Bahrain isn’t the only desert blooming green this year. California’s Mojave Desert is rapidly filling up with solar-thermal power plants, courtesy of Gov. Arnold Schwarzenegger. Solel Solar Systems, an Israeli solar-thermal company, recently agreed to supply Pacific Gas & Electric with 553 megawatts of solar thermal energy for 25 years, starting in 2009.

Like other companies, PG&E is racing to meet California’s 20% renewable energy requirement by 2010. As a result, Solel plans to string 1.2 million mirrors in large arrays over nine square miles of California’s southeastern desert. The plant will use parabolic 3- by 4-foot mirrors developed by Solel to convert the sun’s heat into steam that powers turbines.

Deserts aren’t the only place being developed–quite a few projects are taking place in the ocean.

Scotland boasts roughly 25% of the entire European Union’s tidal power potential and 10% of its wave energy potential. In an effort to tap those resources, Scottish Power, a wave-energy company based in Scotland, plans to build the world’s largest wave-energy farm off the coast of Orkney Island. If wave energy proves as profitable as many say, Scotland could produce more than 1,300 megawatts by 2020, enough to power a city the size of Seattle, according to some estimates.

Despite Scotland’s ambitious foray into wave energy, the Orkney project is small change compared with what’s happening off the coast on the opposite end of the island.
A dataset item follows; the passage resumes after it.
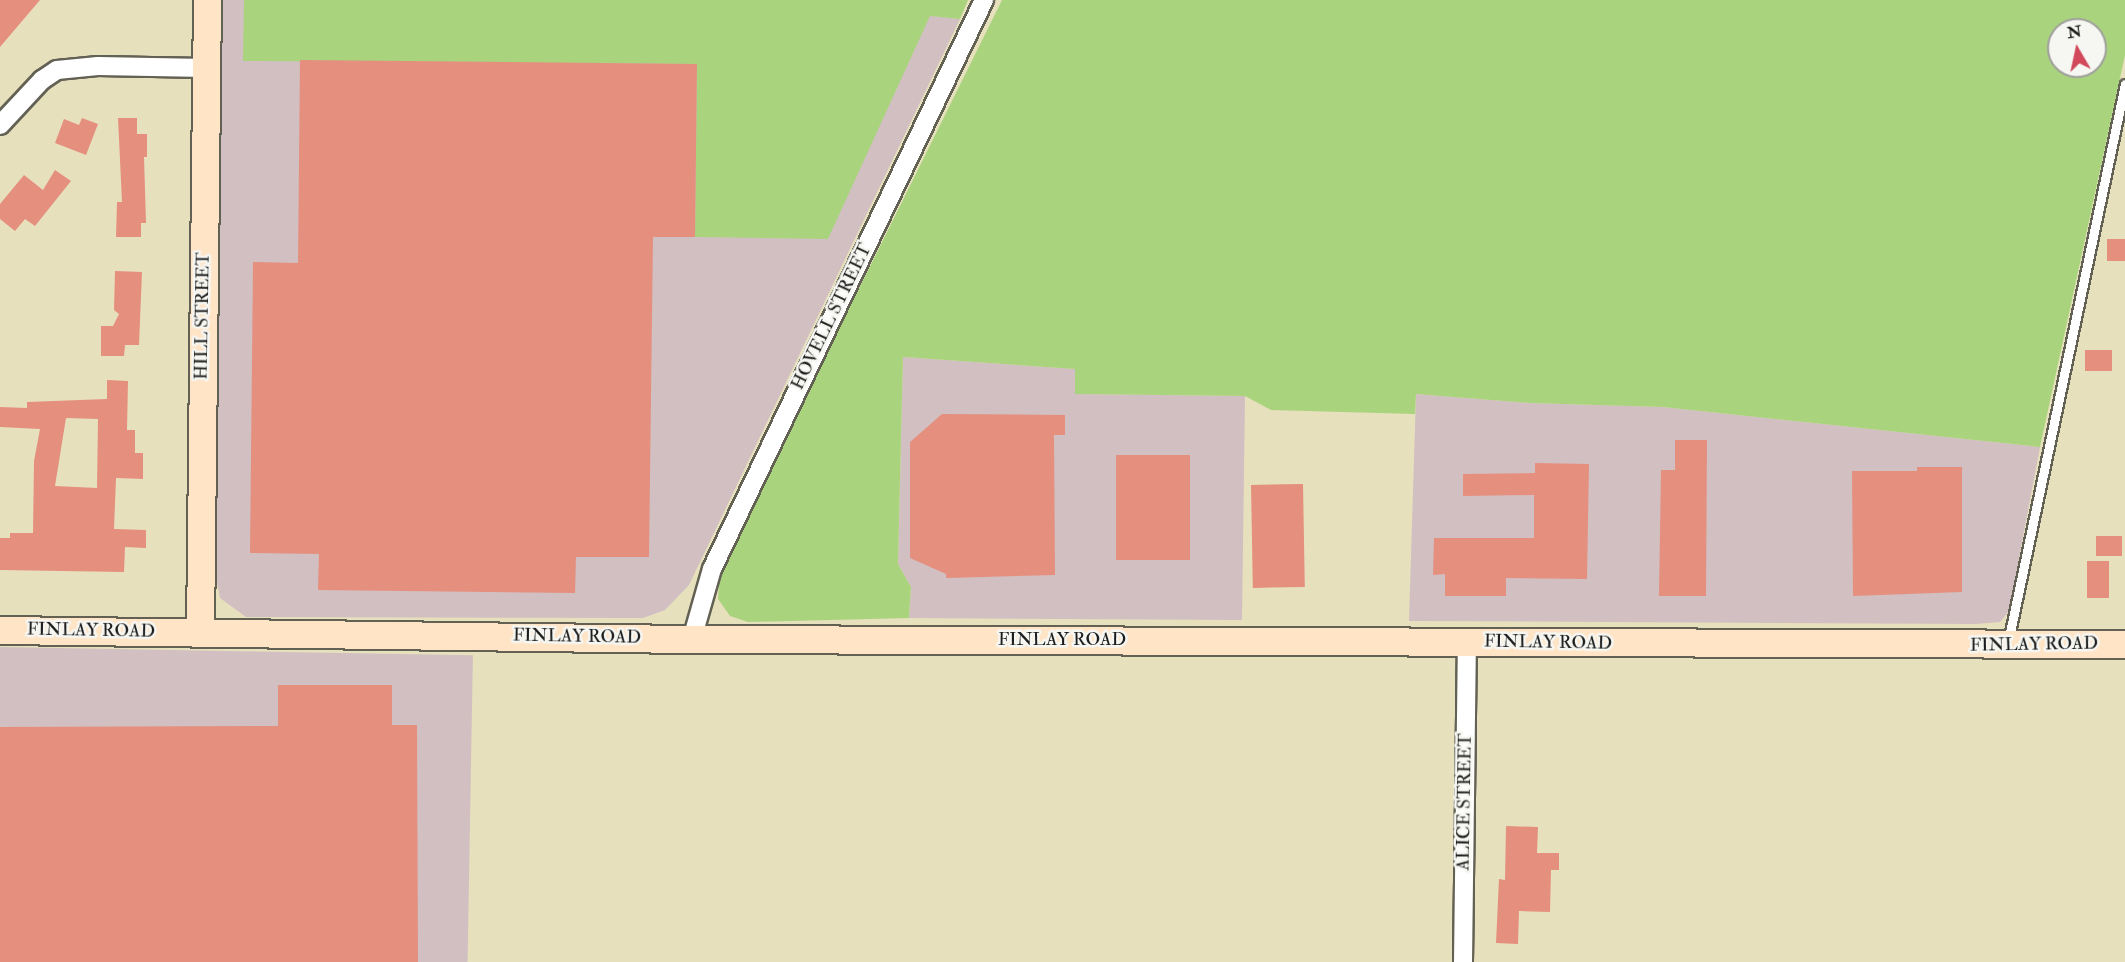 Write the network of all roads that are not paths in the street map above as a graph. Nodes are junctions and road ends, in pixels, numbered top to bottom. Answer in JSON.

England is the windiest country in the European Union. Slightly smaller than Louisiana, the island nation is already hard-pressed for space, which wind farms need a whole heap of to make a difference. As a result, England has done what England has always done–head to sea.

The London Array project plans to erect a constellation of more than 340 wind turbines in the outer Thames Estuary, roughly seven miles off the Kent Coast. When construction ends, London Array will be the world’s largest offshore wind farm, generating more electricity than Denmark’s Middelgrunden offshore wind farm, which is the largest offshore farm operational today.

Although London Array is hard to beat on the big scale, that’s hardly enough to stop a Texas oil tycoon like T. Boone Pickens from trying. Nothing shows the continuity between Big Oil and Big Green quite like Pickens, the oilfield roughneck turned Texas oil tycoon who plans to build the world’s largest wind power farm.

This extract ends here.